**TASK INSTRUCTIONS**
No pictures are to be included when the entries below are reproduced exactly.

(Stored entries)
::::

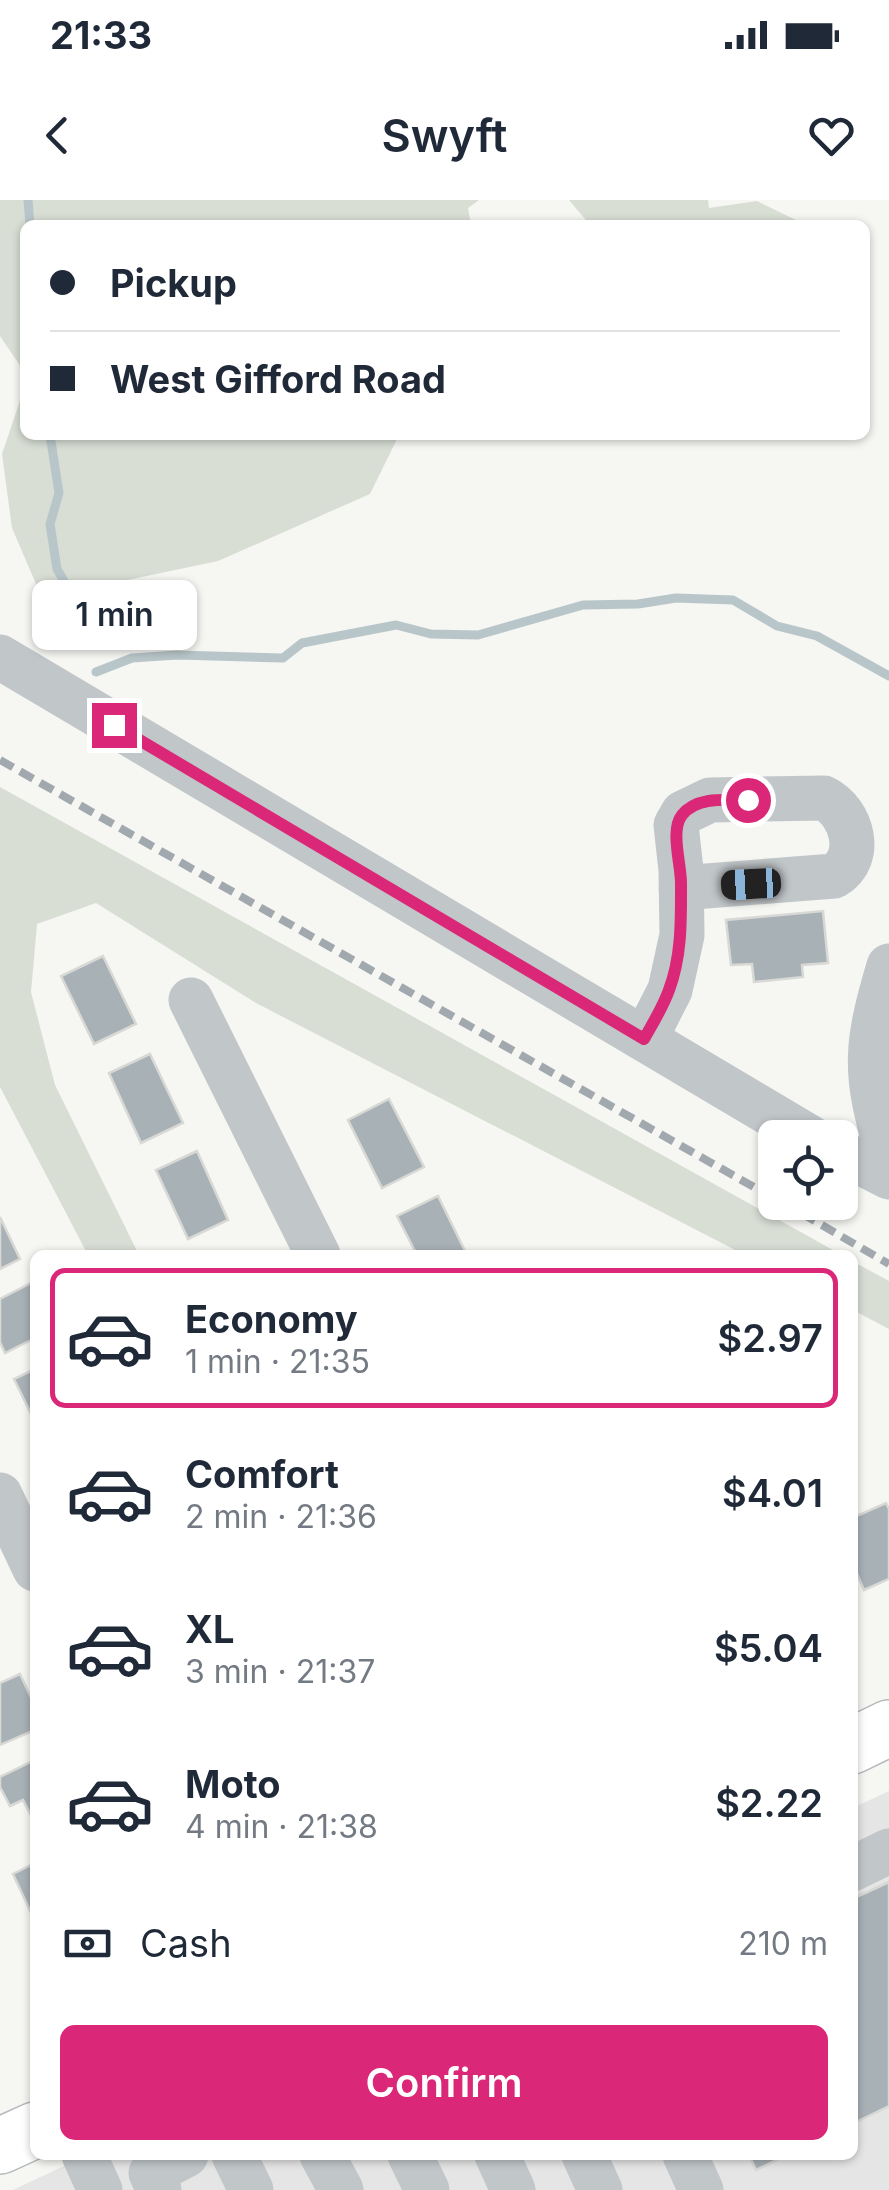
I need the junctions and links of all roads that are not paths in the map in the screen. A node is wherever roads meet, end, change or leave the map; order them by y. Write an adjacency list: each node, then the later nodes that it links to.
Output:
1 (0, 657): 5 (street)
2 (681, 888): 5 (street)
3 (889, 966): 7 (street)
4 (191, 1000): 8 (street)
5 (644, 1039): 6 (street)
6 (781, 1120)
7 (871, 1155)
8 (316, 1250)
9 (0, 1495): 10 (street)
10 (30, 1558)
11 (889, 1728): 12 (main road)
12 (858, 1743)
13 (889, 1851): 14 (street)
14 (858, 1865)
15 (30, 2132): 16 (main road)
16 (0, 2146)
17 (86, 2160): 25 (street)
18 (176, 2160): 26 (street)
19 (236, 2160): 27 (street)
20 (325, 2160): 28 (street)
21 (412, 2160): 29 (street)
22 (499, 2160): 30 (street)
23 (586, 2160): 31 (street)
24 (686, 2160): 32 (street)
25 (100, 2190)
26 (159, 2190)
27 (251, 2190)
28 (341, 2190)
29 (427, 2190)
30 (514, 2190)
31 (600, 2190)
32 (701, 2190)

::::

**EXERCISE OUTPUT**
I need the junctions and links of all roads that are not paths in the map in the screen. A node is wherever roads meet, end, change or leave the map; order them by y. Write an adjacency list: each node, then the later nodes that it links to.
Output:
1 (0, 657): 5 (street)
2 (681, 888): 5 (street)
3 (889, 966): 7 (street)
4 (191, 1000): 8 (street)
5 (644, 1039): 6 (street)
6 (781, 1120)
7 (871, 1155)
8 (316, 1250)
9 (0, 1495): 10 (street)
10 (30, 1558)
11 (889, 1728): 12 (main road)
12 (858, 1743)
13 (889, 1851): 14 (street)
14 (858, 1865)
15 (30, 2132): 16 (main road)
16 (0, 2146)
17 (86, 2160): 25 (street)
18 (176, 2160): 26 (street)
19 (236, 2160): 27 (street)
20 (325, 2160): 28 (street)
21 (412, 2160): 29 (street)
22 (499, 2160): 30 (street)
23 (586, 2160): 31 (street)
24 (686, 2160): 32 (street)
25 (100, 2190)
26 (159, 2190)
27 (251, 2190)
28 (341, 2190)
29 (427, 2190)
30 (514, 2190)
31 (600, 2190)
32 (701, 2190)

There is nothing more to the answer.